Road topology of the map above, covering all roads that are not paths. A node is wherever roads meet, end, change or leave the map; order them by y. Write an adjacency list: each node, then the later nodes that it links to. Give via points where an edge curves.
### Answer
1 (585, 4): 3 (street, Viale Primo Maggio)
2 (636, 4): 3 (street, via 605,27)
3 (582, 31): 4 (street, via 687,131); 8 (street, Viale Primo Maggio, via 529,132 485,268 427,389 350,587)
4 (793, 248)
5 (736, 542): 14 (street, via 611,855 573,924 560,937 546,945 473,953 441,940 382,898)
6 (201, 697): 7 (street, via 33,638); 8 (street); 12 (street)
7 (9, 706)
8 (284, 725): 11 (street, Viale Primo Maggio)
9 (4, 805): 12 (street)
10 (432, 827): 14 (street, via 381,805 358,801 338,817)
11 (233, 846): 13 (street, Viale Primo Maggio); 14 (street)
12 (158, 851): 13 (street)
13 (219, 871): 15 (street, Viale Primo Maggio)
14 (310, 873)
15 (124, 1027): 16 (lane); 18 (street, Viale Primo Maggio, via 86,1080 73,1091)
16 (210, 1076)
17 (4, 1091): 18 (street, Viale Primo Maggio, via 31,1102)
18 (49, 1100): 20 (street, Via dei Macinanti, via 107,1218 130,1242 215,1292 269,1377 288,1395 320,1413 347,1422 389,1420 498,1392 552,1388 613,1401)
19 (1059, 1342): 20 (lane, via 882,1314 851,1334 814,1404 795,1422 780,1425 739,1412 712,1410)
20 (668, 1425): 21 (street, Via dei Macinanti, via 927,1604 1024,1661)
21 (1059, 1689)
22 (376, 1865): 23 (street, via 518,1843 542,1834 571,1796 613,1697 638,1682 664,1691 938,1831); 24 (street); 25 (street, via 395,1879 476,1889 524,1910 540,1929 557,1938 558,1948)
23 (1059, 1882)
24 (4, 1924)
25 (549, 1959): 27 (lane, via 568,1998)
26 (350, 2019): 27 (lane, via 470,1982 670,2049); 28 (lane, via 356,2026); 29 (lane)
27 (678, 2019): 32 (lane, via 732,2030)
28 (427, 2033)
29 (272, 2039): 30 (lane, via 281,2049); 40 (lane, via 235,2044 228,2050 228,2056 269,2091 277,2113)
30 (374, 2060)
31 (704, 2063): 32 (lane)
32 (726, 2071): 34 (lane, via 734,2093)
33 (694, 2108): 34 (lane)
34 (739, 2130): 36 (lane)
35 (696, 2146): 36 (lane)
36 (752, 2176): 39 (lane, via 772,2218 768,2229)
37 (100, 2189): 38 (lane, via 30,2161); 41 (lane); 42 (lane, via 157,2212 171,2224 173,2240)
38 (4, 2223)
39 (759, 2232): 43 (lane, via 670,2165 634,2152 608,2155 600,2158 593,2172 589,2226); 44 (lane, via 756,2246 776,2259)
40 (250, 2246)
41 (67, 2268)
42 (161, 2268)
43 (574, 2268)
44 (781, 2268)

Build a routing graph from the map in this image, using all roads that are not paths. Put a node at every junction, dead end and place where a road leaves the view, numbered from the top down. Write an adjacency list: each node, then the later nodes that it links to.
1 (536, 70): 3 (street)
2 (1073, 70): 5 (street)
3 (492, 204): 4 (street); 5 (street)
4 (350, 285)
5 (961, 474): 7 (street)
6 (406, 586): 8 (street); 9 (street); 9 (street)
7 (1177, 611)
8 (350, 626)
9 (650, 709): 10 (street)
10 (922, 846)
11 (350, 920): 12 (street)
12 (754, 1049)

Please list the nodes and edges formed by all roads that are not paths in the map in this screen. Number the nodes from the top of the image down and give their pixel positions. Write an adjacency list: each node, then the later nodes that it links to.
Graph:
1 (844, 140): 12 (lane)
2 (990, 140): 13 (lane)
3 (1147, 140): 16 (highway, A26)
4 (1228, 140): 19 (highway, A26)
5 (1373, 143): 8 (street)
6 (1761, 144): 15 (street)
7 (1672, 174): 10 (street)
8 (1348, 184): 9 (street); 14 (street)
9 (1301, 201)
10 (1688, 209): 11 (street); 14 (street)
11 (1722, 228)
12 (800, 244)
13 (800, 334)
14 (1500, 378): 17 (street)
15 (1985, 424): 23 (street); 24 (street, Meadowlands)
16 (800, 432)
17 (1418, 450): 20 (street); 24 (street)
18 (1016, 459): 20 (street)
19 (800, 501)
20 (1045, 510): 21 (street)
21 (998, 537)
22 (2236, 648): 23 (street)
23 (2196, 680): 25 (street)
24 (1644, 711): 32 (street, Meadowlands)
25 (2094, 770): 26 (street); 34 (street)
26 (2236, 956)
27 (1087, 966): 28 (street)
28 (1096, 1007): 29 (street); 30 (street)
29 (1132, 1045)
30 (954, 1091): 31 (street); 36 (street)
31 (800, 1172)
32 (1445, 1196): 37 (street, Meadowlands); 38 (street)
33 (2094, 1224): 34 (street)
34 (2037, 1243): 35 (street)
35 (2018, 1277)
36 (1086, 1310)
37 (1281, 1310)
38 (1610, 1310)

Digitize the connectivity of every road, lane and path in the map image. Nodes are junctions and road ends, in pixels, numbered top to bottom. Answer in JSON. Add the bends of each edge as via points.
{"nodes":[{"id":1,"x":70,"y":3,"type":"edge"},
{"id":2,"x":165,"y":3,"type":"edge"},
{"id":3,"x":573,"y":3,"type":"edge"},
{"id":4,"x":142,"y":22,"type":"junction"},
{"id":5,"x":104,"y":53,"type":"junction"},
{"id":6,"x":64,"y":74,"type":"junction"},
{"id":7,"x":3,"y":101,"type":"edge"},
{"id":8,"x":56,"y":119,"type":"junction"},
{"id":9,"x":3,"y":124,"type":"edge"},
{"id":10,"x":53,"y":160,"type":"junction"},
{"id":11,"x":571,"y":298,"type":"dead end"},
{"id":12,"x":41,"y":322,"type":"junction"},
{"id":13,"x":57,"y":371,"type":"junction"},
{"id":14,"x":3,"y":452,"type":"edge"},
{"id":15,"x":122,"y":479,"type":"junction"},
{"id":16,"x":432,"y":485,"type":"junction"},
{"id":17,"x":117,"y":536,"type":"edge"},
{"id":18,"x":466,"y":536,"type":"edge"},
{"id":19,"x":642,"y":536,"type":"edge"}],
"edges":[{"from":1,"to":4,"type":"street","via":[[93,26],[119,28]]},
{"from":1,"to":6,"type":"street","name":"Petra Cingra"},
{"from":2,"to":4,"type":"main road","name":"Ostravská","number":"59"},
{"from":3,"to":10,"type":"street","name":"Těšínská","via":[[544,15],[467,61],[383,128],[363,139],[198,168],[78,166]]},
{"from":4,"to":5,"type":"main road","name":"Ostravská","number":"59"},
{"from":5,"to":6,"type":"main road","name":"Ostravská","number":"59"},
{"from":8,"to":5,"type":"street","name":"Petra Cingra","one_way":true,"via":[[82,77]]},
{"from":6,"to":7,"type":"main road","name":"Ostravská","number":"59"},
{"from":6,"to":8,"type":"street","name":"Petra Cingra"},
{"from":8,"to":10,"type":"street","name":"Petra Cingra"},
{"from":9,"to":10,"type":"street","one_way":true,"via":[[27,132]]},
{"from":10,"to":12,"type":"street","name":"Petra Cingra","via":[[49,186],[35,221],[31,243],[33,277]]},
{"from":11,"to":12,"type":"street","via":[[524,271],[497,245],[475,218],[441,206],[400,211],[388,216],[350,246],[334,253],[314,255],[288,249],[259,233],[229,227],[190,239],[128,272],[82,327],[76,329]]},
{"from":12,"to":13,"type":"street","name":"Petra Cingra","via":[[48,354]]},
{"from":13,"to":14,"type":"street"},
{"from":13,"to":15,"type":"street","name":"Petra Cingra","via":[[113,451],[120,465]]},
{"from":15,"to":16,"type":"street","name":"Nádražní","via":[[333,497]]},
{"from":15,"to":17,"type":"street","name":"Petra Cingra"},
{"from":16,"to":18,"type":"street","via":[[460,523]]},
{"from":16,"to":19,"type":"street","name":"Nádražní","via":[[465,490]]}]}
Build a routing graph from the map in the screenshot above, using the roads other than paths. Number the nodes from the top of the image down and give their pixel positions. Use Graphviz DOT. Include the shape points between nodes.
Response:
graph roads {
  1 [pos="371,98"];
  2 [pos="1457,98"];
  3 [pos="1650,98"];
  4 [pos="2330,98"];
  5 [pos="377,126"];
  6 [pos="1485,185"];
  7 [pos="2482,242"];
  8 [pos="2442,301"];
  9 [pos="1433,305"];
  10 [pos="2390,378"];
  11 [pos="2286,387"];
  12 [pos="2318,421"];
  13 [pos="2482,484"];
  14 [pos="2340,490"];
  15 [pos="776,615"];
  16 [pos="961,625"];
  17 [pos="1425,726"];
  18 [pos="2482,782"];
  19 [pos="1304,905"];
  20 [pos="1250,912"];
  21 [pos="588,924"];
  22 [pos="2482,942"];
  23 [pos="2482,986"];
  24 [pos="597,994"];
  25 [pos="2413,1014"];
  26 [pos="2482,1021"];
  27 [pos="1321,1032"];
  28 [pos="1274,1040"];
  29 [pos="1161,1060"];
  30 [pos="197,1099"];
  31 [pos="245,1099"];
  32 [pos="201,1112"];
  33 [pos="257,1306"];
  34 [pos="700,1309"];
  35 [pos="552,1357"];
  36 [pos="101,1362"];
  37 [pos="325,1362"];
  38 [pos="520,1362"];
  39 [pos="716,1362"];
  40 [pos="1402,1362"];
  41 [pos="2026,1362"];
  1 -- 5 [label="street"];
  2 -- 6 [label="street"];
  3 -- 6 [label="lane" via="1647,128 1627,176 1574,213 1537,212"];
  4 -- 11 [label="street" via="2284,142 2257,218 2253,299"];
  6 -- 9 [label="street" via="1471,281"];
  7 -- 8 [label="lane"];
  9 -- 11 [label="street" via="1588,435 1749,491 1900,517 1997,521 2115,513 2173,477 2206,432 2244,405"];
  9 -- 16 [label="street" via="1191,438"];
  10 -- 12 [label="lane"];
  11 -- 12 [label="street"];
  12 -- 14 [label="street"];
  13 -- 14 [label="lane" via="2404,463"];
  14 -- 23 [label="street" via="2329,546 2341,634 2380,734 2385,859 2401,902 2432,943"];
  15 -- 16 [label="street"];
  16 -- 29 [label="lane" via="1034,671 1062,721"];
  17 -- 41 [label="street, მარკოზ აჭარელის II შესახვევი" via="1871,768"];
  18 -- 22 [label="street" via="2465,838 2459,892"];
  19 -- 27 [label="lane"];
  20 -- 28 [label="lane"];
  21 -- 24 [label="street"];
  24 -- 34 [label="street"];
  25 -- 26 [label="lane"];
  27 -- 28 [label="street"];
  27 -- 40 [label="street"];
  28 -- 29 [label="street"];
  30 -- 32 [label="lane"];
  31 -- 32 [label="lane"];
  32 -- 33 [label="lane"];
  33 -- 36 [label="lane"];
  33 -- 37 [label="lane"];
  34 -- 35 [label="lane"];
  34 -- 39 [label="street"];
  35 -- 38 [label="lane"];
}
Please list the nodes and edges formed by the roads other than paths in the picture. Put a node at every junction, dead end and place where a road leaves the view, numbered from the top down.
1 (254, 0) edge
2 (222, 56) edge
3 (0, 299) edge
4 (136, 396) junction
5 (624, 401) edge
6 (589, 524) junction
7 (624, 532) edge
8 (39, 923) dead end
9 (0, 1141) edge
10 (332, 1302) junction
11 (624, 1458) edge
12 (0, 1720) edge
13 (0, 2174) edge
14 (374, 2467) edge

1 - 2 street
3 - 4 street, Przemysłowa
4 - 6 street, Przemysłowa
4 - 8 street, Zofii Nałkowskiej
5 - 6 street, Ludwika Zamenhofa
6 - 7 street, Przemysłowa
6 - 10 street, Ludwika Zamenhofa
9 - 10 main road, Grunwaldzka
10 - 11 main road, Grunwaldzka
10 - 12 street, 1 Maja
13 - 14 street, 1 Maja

## Task brief
Each line of the data that holds "Write" should be reported.

## Result
Road topology of the map above, covering all roads that are not paths. A node is wherever roads meet, end, change or leave the map; order them by y. Write an adjacency list: each node, then the later nodes that it links to. Give via points where an edge curves.
Build a routing graph from the map in this image, using all roads that are not paths. Put a node at every junction, dead end and place where a road leaves the view, numbered from the top down. Write an adjacency list: each node, then the later nodes that it links to.
Please list the nodes and edges formed by all roads that are not paths in the map in this screen. Number the nodes from the top of the image down and give their pixel positions. Write an adjacency list: each node, then the later nodes that it links to.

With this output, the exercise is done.